Torna il sottotetto

In tre giorni hanno ripristinato il sottotetto evidentemente spaventato dalla vibrante indignazione degli italiani non così in ferie con il cervello da far passare inosservata una simile furbata.

Il Parlamento italiano ha deciso con una velocità tedesca di rimettere il limite massimo agli stipendi dei commessi della Camera, tolto con un blitz giovedì scorso dalla Commissione per il personale formata per intero (e qui sta la ragione della retromarcia a siluro) da deputati del Pd. Cosa fosse saltato in testa ai geniali onorevoli già sbilanciati verso le vacanze con le pinne o le piccozze in valigia, nessuno può saperlo.

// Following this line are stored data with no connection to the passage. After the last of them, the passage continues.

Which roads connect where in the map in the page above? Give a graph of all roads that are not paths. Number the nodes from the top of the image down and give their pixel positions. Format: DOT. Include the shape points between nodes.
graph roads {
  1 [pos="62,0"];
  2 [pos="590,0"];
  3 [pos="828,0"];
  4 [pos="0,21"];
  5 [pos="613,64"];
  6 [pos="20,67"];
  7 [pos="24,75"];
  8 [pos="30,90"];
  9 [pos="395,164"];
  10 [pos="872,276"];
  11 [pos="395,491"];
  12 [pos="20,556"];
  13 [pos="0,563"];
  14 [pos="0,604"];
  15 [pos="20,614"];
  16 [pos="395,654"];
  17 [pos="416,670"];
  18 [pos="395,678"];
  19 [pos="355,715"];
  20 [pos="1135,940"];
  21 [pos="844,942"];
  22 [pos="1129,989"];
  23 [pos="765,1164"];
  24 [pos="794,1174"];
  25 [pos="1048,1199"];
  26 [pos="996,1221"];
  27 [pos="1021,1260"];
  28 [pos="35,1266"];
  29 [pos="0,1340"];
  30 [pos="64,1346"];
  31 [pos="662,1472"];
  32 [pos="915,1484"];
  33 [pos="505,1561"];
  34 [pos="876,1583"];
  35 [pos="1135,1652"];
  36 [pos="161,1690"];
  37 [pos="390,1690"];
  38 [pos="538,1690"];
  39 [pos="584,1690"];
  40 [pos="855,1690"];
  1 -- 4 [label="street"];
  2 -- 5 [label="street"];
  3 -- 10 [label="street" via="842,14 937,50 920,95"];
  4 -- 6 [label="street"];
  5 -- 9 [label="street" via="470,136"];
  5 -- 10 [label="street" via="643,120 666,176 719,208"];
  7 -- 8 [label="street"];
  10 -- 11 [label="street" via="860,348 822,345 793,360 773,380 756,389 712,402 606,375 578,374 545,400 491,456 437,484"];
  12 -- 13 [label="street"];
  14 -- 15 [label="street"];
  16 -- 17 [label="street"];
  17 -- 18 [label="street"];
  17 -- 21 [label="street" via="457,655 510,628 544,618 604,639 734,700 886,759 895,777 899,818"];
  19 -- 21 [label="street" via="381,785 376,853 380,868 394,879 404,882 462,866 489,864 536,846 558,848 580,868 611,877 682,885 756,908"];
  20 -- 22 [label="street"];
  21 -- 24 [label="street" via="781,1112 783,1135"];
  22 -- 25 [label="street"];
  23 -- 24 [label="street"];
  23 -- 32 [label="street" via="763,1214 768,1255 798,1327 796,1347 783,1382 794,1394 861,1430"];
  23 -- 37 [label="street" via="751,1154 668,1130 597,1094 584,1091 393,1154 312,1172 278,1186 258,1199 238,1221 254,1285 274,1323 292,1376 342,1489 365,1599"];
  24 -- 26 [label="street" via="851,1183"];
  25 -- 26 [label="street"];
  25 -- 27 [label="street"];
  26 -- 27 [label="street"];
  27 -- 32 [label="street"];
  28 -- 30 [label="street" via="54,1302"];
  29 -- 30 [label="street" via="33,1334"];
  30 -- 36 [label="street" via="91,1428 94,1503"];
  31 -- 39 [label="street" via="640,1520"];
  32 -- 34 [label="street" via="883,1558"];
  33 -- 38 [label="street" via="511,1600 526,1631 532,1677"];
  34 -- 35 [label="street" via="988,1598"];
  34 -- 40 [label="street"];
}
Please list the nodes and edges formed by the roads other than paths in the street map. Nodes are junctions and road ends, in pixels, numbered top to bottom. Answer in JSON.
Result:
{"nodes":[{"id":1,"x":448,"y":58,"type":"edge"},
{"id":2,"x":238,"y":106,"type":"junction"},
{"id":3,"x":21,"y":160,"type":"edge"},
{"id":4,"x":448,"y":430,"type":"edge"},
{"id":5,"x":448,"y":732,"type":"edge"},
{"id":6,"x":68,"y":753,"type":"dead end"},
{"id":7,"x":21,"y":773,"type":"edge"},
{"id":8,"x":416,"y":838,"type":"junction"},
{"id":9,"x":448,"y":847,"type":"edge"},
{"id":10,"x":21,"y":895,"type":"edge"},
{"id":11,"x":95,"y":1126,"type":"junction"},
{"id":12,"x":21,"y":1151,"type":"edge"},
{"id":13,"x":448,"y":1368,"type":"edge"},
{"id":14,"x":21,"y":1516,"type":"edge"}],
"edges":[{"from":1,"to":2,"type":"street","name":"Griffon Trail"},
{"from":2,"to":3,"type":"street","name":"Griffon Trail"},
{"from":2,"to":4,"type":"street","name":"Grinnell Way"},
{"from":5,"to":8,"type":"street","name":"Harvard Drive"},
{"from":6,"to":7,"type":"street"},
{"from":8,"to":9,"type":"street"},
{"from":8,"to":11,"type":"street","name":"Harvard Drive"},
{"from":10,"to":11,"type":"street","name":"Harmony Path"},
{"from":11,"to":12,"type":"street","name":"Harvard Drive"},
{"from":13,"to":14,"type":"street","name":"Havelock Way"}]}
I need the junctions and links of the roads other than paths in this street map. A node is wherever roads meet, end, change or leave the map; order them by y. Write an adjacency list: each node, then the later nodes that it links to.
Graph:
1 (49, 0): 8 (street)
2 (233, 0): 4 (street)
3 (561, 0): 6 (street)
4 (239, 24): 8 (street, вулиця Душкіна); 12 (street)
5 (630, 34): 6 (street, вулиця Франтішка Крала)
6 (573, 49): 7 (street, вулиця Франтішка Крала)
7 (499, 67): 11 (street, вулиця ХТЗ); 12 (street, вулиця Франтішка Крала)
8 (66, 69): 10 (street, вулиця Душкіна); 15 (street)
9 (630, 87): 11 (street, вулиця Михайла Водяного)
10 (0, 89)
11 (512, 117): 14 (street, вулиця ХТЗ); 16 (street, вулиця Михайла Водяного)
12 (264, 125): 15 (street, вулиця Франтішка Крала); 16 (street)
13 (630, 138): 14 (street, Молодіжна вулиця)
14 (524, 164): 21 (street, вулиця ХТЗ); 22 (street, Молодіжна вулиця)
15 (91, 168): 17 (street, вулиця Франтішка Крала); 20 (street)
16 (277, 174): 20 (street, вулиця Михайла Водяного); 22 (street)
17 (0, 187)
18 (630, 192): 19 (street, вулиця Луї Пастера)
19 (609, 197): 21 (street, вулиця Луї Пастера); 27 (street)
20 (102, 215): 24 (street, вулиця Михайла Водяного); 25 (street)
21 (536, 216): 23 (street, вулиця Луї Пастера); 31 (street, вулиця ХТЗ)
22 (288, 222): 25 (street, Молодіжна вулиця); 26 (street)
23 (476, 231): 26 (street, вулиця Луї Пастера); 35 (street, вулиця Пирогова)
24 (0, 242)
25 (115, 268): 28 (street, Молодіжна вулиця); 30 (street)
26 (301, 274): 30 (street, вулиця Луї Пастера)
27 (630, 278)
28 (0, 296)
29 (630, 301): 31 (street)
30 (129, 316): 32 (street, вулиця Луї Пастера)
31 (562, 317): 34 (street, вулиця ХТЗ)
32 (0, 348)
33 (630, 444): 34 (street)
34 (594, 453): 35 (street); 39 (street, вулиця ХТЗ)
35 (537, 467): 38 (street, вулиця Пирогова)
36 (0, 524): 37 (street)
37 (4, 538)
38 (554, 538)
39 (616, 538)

Avevano deciso di accogliere il ricorso di alcuni dipendenti parlamentari (documentaristi, centralinisti e commessi, vale a dire gli addetti all’aula, quelli che tentano di ridurre alla ragione, in guanti bianchi, i politici più maleducati) e di togliere il loro tetto di stipendio, fissato per legge nel 2014 a 135.000 euro, compenso di lusso. Così facendo, i commessi a fine corsa avrebbero potuto guadagnare come un funzionario, addirittura 240.000 euro, stipendio supersonico di questi tempi.

La presidente della Camera, Laura Boldrini, ha capito la pericolosità della gaffe istituzionale e ha subito chiesto la sospensione del provvedimento, accolta dal collegio d’Appello presieduto da Mauro Guerra (Pd), che essendo anche sindaco di lungo corso (Tremezzina, lago di Como) è abituato a stare con i piedi dentro la realtà e non ha avuto problemi a disinnescare la trappola. Per 45 giorni la situazione non cambierà, poi la faccenda sarà esaminata nel merito e la Camera dovrà dire in modo definitivo agli italiani se il risparmio di spesa sui dipendenti sarà di 60 milioni (come previsto dalla spending review) o di 13. Scommettiamo che il sottotetto resiste?